In The Return of the King the Orcs of the Tower of Cirith Ungol, originally 4,000 Orcs and 1,000 Uruks, but (due to the man-power needs of Minas Morgul) are now 1,500 Orcs and 1,000 Uruks (500 of the Orcs being outside, on patrol) fight over the captured Frodo's mithril shirt, and nearly wipe themselves out. The two sides were led by Shagrat, Captain of Cirith Ungol, and Gorbag, a minor commander from Minas Morgul, respectively an Orc and an Uruk. Shagrat wished to follow his orders, which were to send EVERYTHING found with captive to Lugburz (Barad-dûr), while Gorbag coveted the mithril shirt for himself. Also, we may assume some over-reaction on the part of the Orcs, seeing their leader, Shagrat, a lesser Orc such as themselves, being challenged by a tall, large, muscular Uruk (a breed of Orc that dominated society in the other areas of Mordor) As a result, this tense argument transformed into a xenophobic crusade on the Uruks, resulting in there being now only a handful of Orcs left alive in the tower, making it much easier for Sam to break in and rescue Frodo. In the book, Shagrat is the only survivor, after taking Frodo's posesessions to Sauron he is killed by Sauron.

In adaptations

The aftermath of the fight is featured in the animated 1980 version of The Return of the King while Peter Jackson's live-action version shows the fight itself in the extended cut. The film seems to portray a tension between the Uruks and the Orcs which finally erupts into fighting at the tower.

Notes

In The Lord of the Rings: The Fellowship of the Ring, Peter Jackson modifies and expands on a number of scenes in the book.

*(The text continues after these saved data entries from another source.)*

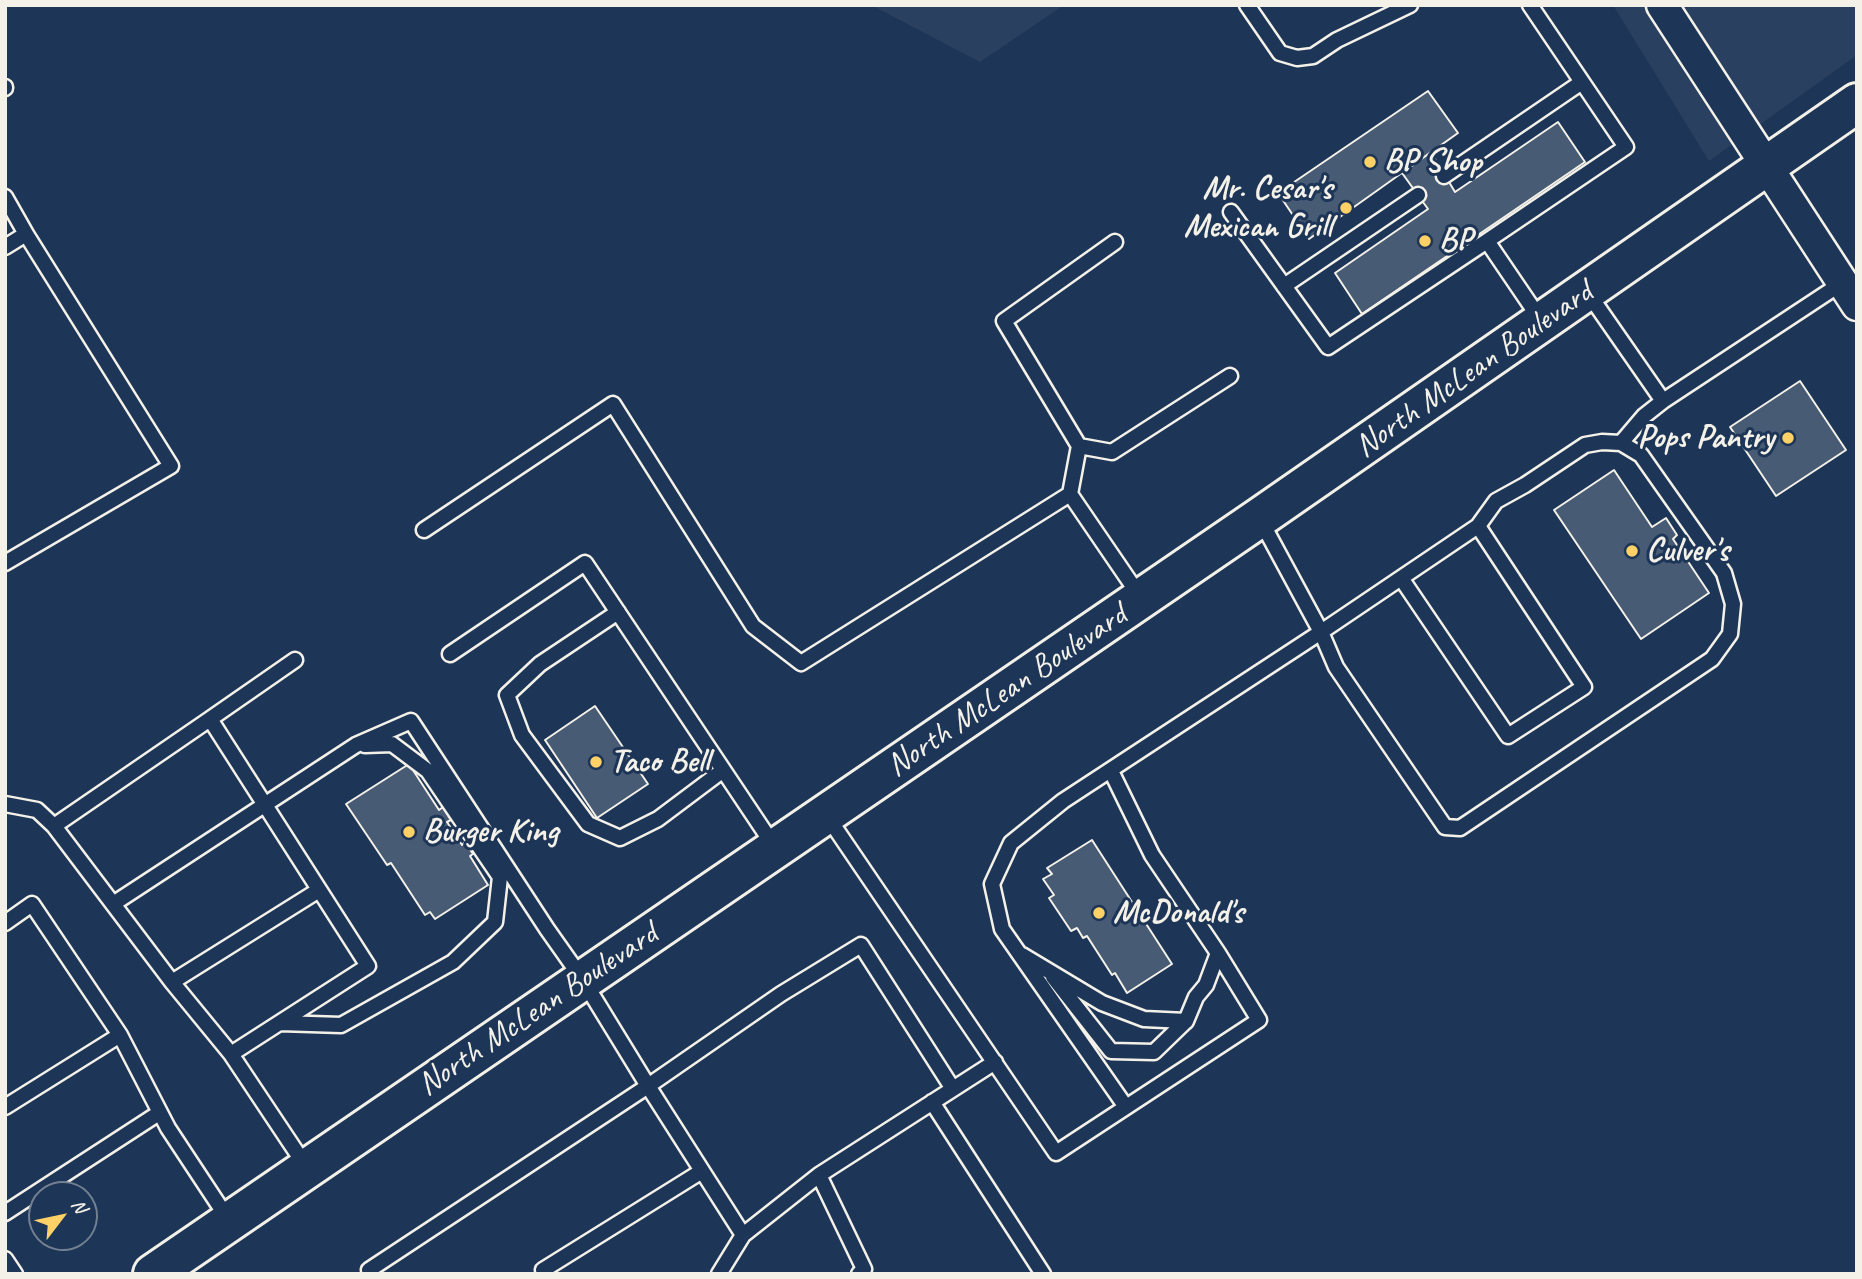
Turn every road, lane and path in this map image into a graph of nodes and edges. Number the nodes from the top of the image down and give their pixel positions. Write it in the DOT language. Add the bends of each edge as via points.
graph roads {
  1 [pos="1247,5"];
  2 [pos="1410,5"];
  3 [pos="1530,5"];
  4 [pos="1662,5"];
  5 [pos="1582,82"];
  6 [pos="1857,103"];
  7 [pos="1766,164"];
  8 [pos="1444,176"];
  9 [pos="1418,195"];
  10 [pos="5,197"];
  11 [pos="1231,212"];
  12 [pos="26,234"];
  13 [pos="1487,241"];
  14 [pos="1115,242"];
  15 [pos="5,247"];
  16 [pos="1284,286"];
  17 [pos="1587,292"];
  18 [pos="1849,294"];
  19 [pos="1543,323"];
  20 [pos="1230,376"];
  21 [pos="1662,401"];
  22 [pos="1621,443"];
  23 [pos="1079,446"];
  24 [pos="1070,494"];
  25 [pos="1259,518"];
  26 [pos="1478,526"];
  27 [pos="424,530"];
  28 [pos="5,564"];
  29 [pos="1401,578"];
  30 [pos="1142,599"];
  31 [pos="618,612"];
  32 [pos="1321,632"];
  33 [pos="450,654"];
  34 [pos="295,660"];
  35 [pos="210,719"];
  36 [pos="356,745"];
  37 [pos="722,771"];
  38 [pos="1111,771"];
  39 [pos="5,804"];
  40 [pos="266,804"];
  41 [pos="826,814"];
  42 [pos="54,826"];
  43 [pos="774,848"];
  44 [pos="319,890"];
  45 [pos="113,904"];
  46 [pos="5,923"];
  47 [pos="1018,952"];
  48 [pos="1218,953"];
  49 [pos="1048,971"];
  50 [pos="583,980"];
  51 [pos="172,982"];
  52 [pos="1186,1021"];
  53 [pos="279,1023"];
  54 [pos="120,1035"];
  55 [pos="231,1054"];
  56 [pos="995,1062"];
  57 [pos="648,1086"];
  58 [pos="953,1089"];
  59 [pos="932,1102"];
  60 [pos="5,1107"];
  61 [pos="1126,1107"];
  62 [pos="159,1113"];
  63 [pos="307,1168"];
  64 [pos="702,1171"];
  65 [pos="819,1175"];
  66 [pos="5,1213"];
  67 [pos="229,1220"];
  68 [pos="743,1235"];
  69 [pos="5,1259"];
  70 [pos="369,1270"];
  71 [pos="543,1270"];
  72 [pos="15,1274"];
  73 [pos="153,1274"];
  74 [pos="719,1274"];
  75 [pos="859,1274"];
  76 [pos="1043,1274"];
  1 -- 2 [label="lane" via="1280,53 1297,58 1313,56"];
  3 -- 5 [label="lane"];
  4 -- 7 [label="street"];
  5 -- 8 [label="lane"];
  5 -- 13 [label="lane" via="1626,147"];
  6 -- 7 [label="main road, North McLean Boulevard"];
  7 -- 17 [label="main road, North McLean Boulevard"];
  7 -- 18 [label="street"];
  9 -- 16 [label="lane"];
  10 -- 12 [label="lane"];
  11 -- 16 [label="lane"];
  12 -- 15 [label="lane"];
  12 -- 28 [label="lane" via="171,466"];
  13 -- 16 [label="lane" via="1328,347"];
  13 -- 19 [label="lane"];
  14 -- 23 [label="lane" via="1003,321"];
  17 -- 19 [label="main road, North McLean Boulevard"];
  17 -- 21 [label="lane"];
  18 -- 21 [label="lane"];
  19 -- 25 [label="main road, North McLean Boulevard"];
  20 -- 23 [label="lane" via="1112,452"];
  21 -- 22 [label="lane"];
  22 -- 26 [label="lane" via="1585,445 1496,501"];
  22 -- 32 [label="lane" via="1641,455 1724,573 1733,604 1730,634 1712,659 1460,828 1446,827 1336,667"];
  23 -- 24 [label="lane"];
  24 -- 27 [label="lane" via="801,663 753,626 613,404"];
  24 -- 30 [label="lane"];
  25 -- 30 [label="main road, North McLean Boulevard"];
  25 -- 32 [label="lane"];
  26 -- 29 [label="lane"];
  26 -- 29 [label="lane" via="1584,687 1508,736"];
  29 -- 32 [label="lane"];
  30 -- 41 [label="main road, North McLean Boulevard"];
  31 -- 33 [label="lane" via="585,564"];
  31 -- 37 [label="lane"];
  31 -- 37 [label="lane" via="540,664 508,695 522,735 587,824 620,838 658,819"];
  32 -- 38 [label="lane"];
  34 -- 35 [label="lane"];
  35 -- 40 [label="lane"];
  35 -- 42 [label="lane"];
  36 -- 40 [label="lane"];
  36 -- 50 [label="lane" via="411,721"];
  36 -- 53 [label="lane" via="392,744 428,771 500,877 495,922 453,962 341,1025"];
  37 -- 43 [label="lane"];
  38 -- 47 [label="lane" via="1011,843 992,884 1002,929"];
  38 -- 48 [label="lane" via="1152,855"];
  39 -- 42 [label="lane" via="37,810"];
  40 -- 44 [label="lane"];
  40 -- 45 [label="lane"];
  41 -- 43 [label="main road, North McLean Boulevard"];
  41 -- 56 [label="lane"];
  42 -- 45 [label="lane"];
  43 -- 50 [label="main road, North McLean Boulevard"];
  44 -- 51 [label="lane"];
  44 -- 53 [label="lane" via="368,966"];
  45 -- 51 [label="lane"];
  46 -- 54 [label="lane" via="32,904"];
  47 -- 49 [label="lane"];
  47 -- 61 [label="lane"];
  48 -- 52 [label="lane"];
  48 -- 61 [label="lane" via="1259,1020"];
  49 -- 52 [label="lane" via="1102,1003 1144,1019"];
  49 -- 52 [label="lane" via="1111,1051 1154,1052"];
  50 -- 57 [label="lane"];
  50 -- 63 [label="main road, North McLean Boulevard"];
  51 -- 55 [label="lane"];
  53 -- 55 [label="lane"];
  54 -- 60 [label="lane"];
  54 -- 62 [label="lane"];
  55 -- 63 [label="lane"];
  56 -- 58 [label="lane"];
  56 -- 61 [label="lane" via="1056,1153"];
  57 -- 58 [label="lane" via="861,945"];
  57 -- 64 [label="lane"];
  57 -- 70 [label="lane"];
  58 -- 59 [label="lane"];
  59 -- 65 [label="lane"];
  59 -- 76 [label="lane"];
  62 -- 66 [label="lane"];
  62 -- 67 [label="lane"];
  63 -- 67 [label="main road, North McLean Boulevard"];
  64 -- 68 [label="lane"];
  64 -- 71 [label="lane"];
  65 -- 68 [label="lane"];
  65 -- 75 [label="lane" via="864,1269"];
  67 -- 73 [label="main road, North McLean Boulevard"];
  68 -- 74 [label="lane"];
  69 -- 72 [label="lane"];
}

In Orthanc, Saruman overpowers Gandalf in a magical duel involving telekinesis, which is not present in the book.

Jackson also changes the encounter with the Black Riders on Weathertop. Whereas in the book the Riders quickly retreat after their leader stabs Frodo with a Morgul-blade and Aragorn chases them away with burning brands, the film has an extended swordfight between Aragorn and the wraiths, in which some of them are set on fire.

Similarly, the encounter with the Watcher in the Water is also expanded. In the book, only Sam hacks at the creature's tentacle and its form is not shown in its entirety. In the film, it is interpreted as a many-tentacled monster which attacks the whole Fellowship. Ralph Bakshi also expands on this scene a little by having Boromir fight the Watcher who is similarly interpreted, after Sam.

Jackson also inserts an attack on the Rohirrim going to Helm's Deep by Saruman's Warg-riding Orcs in The Lord of the Rings: The Two Towers.